Здесь мы неизбежно ограничимся рассмотрением этой проблемы лишь в самых общих чертах и выдвинем некоторые гипотезы, частично уже разбиравшиеся ранее более подробно[291]. В этом плане можно сказать, что в отличие от «ортодоксального», или меньшевистского, марксизма «революционный марксизм» (позаимствуем это выражение Луначарского) характеризуется своей органической и творческой преемственной связью с опытом – теоретическим и организационным – русских народников. Меньшевизм, или, лучше сказать, российский социал-демократизм, возник как критика народничества и отказ от него, как освоение российского и западноевропейского исторического опыта, начиная по крайней мере с утверждения капитализма в России. Следует отметить, что на основе этой осознанной и планомерной европеизации в России почти одновременно, а на первых порах – даже в некоем симбиозе, возникают две крупные партии европейского типа – социал-демократическая и либеральная, и обе они создаются на обломках народничества, вернее – на том, что считалось обломками, на критике народничества, которое впоследствии оказалось намного более живучим, чем это представлялось социал-демократам и либералам.

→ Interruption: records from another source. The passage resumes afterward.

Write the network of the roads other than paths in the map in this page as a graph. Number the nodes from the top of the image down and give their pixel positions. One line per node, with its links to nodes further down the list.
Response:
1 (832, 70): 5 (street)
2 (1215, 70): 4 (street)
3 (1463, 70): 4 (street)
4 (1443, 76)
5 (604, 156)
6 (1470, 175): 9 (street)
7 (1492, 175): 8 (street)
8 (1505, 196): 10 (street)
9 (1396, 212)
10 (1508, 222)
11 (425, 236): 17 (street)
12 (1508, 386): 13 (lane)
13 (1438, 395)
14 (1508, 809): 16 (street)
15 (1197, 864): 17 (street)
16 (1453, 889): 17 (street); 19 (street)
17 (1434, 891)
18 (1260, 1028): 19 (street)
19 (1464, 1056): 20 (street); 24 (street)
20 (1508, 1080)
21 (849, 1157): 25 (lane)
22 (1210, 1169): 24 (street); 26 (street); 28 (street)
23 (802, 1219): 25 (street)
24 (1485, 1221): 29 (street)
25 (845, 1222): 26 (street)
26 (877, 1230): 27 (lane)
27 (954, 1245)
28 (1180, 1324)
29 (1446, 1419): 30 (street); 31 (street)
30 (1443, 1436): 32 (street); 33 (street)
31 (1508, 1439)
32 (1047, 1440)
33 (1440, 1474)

Прежде чем продолжить наш анализ, хотелось бы прояснить два момента. Прежде всего не следует считать российское народничество явлением идейно второстепенным и исторически провинциальным, каким его, по существу, видели первые российские марксисты во главе с Плехановым и даже такие марксисты, как Ленин и Троцкий, которые более или менее сознательно остались в кругу того, что я назвал «логикой народничества». Российское народничество было первой теорией обновления, и его встреча с марксизмом и самим Марксом произошла совершенно естественно, поскольку марксизм можно определить как теорию современного исторического развития. Ясно, что полуотсталая и полуевропейская Россия представляла собой для марксизма чрезвычайно важный объект анализа (а затем и эксперимента). Ведь в известном смысле (как я уже писал об этом) и сама история Германии, взятая Марксом в качестве отправного пункта своих исследований, заключала в себе опыт «народнического» типа, то есть главной чертой здесь была недоразвитость или, если хотите, развитие замедленное и потому явно отличающееся от полнокровного капиталистического «модернизма» Англии и Франции. Россия же являла собой еще более очевидный пример замедленного, с трудом прокладывающего себе дорогу «модернизма» и в то же время была переходной областью к еще менее «модернистскому», еще менее «европейскому» историческому региону, то есть – к Азии.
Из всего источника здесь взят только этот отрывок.